EXCERPTED RECORDS |
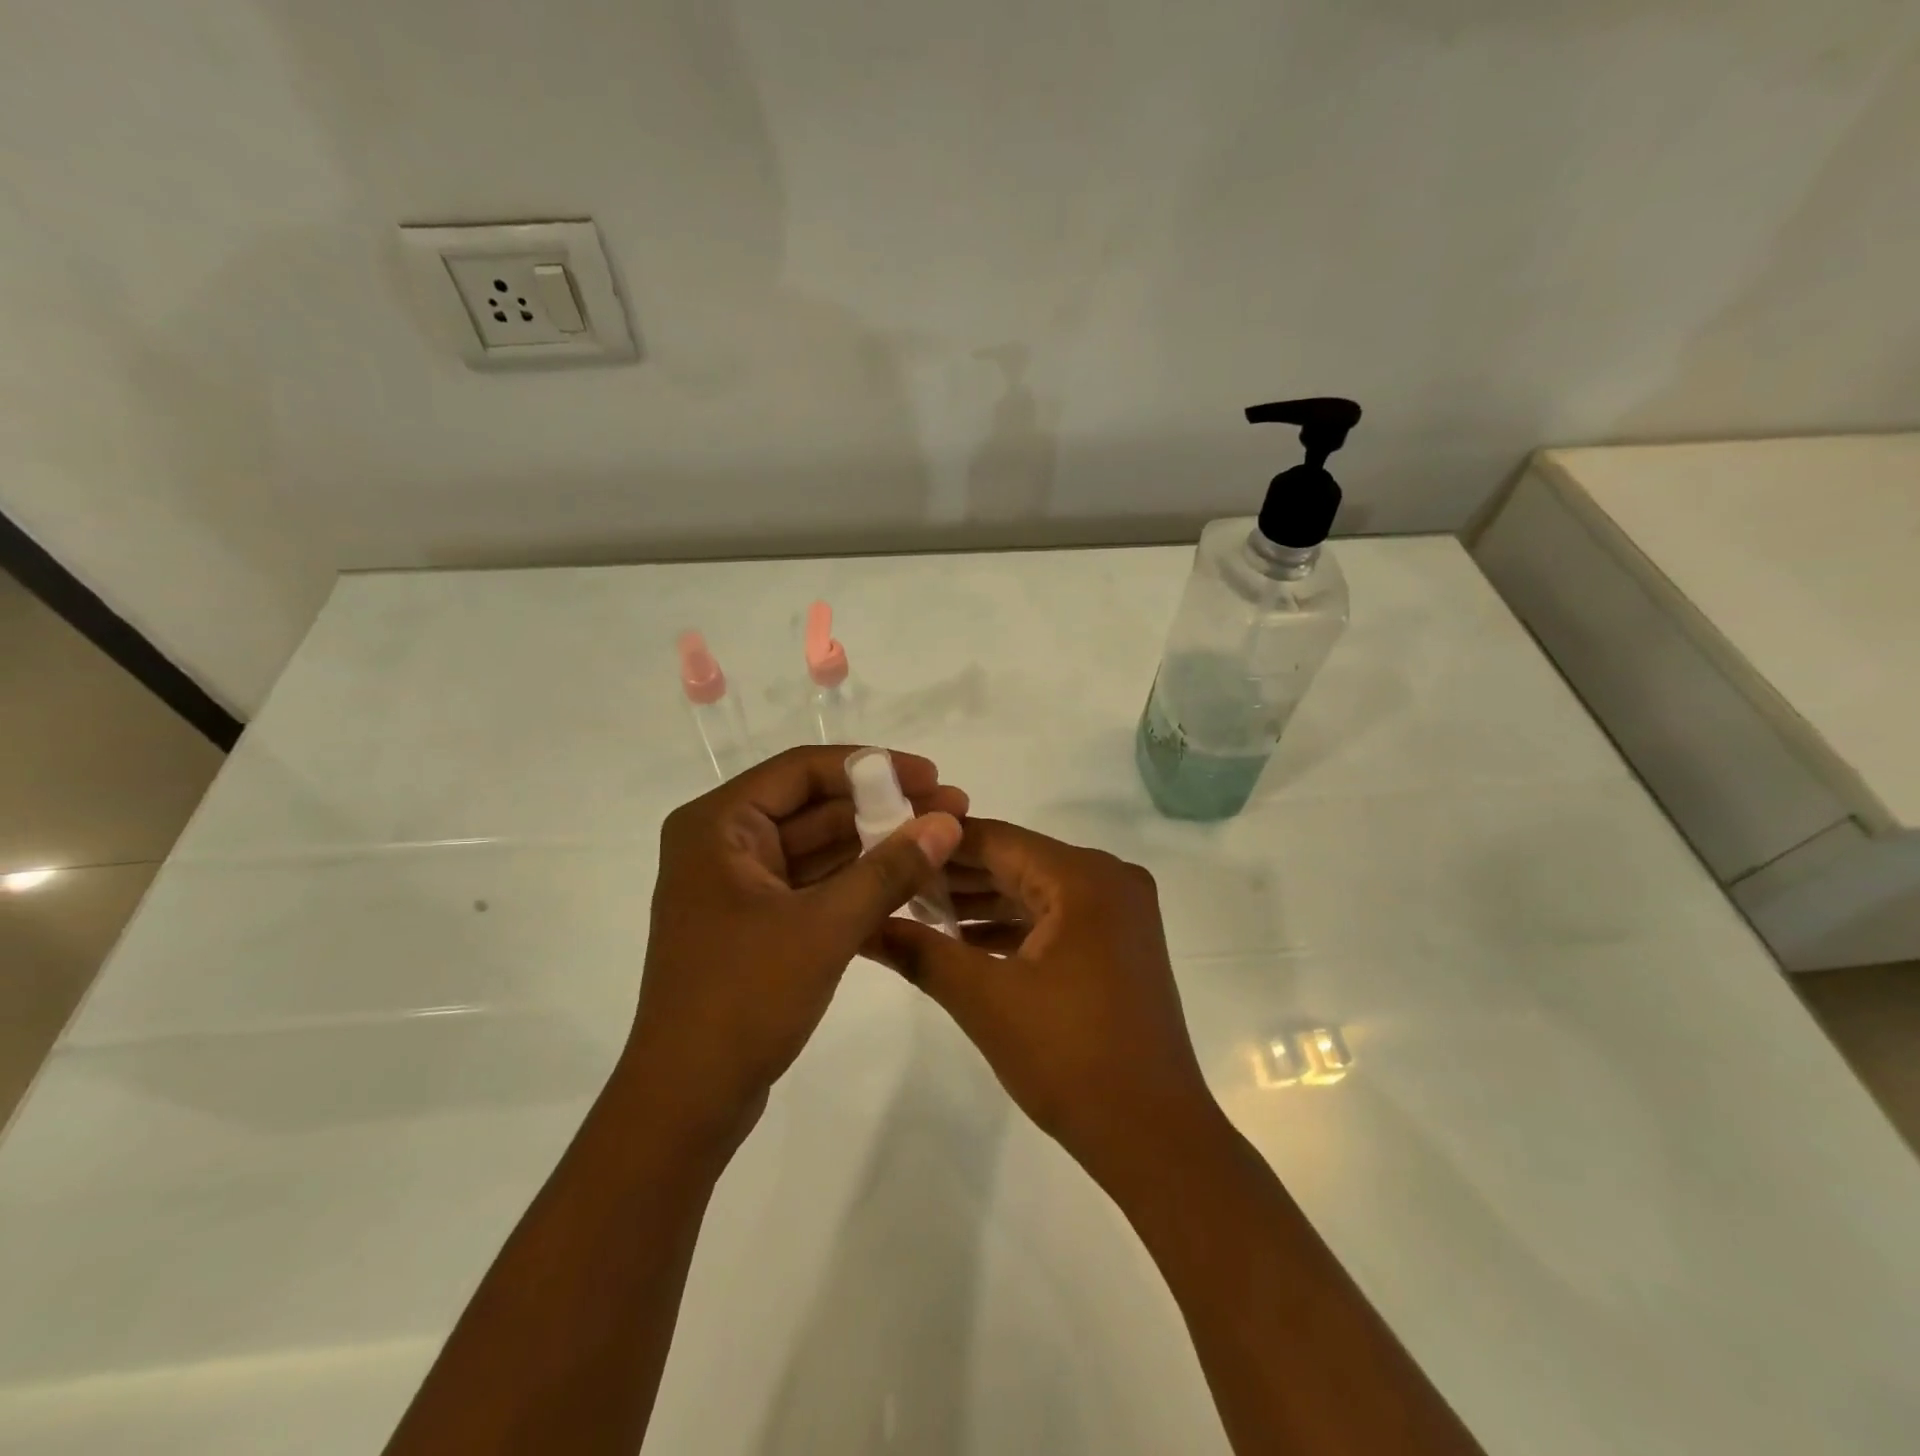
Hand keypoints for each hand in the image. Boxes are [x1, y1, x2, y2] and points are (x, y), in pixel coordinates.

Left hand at [621, 746, 966, 1157]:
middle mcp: (722, 843)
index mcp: (718, 825)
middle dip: (882, 808)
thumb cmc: (744, 1000)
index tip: (930, 775)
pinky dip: (857, 879)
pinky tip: (908, 878)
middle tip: (950, 809)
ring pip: (817, 846)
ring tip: (939, 841)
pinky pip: (813, 883)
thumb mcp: (825, 927)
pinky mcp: (756, 921)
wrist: (687, 1101)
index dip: (873, 766)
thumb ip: (889, 869)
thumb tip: (947, 821)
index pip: (803, 770)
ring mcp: (738, 885)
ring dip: (875, 843)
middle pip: (813, 805)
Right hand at [868, 819, 1217, 1177]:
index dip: (940, 842)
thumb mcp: (985, 1000)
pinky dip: (1011, 927)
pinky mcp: (1118, 944)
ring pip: (1035, 891)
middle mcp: (1109, 879)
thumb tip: (864, 925)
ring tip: (916, 907)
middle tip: (894, 878)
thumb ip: (922, 952)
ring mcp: (1119, 912)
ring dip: (981, 902)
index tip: (890, 841)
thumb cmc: (1069, 1058)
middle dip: (956, 874)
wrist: (1154, 1136)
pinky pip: (1055, 918)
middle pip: (1017, 861)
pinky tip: (962, 939)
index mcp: (1085, 877)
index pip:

ASSIGNMENT |
Please give the number of lines in the entries that contain the word "thumb", and nothing besides it.

RESPONSE TO THE TASK |
8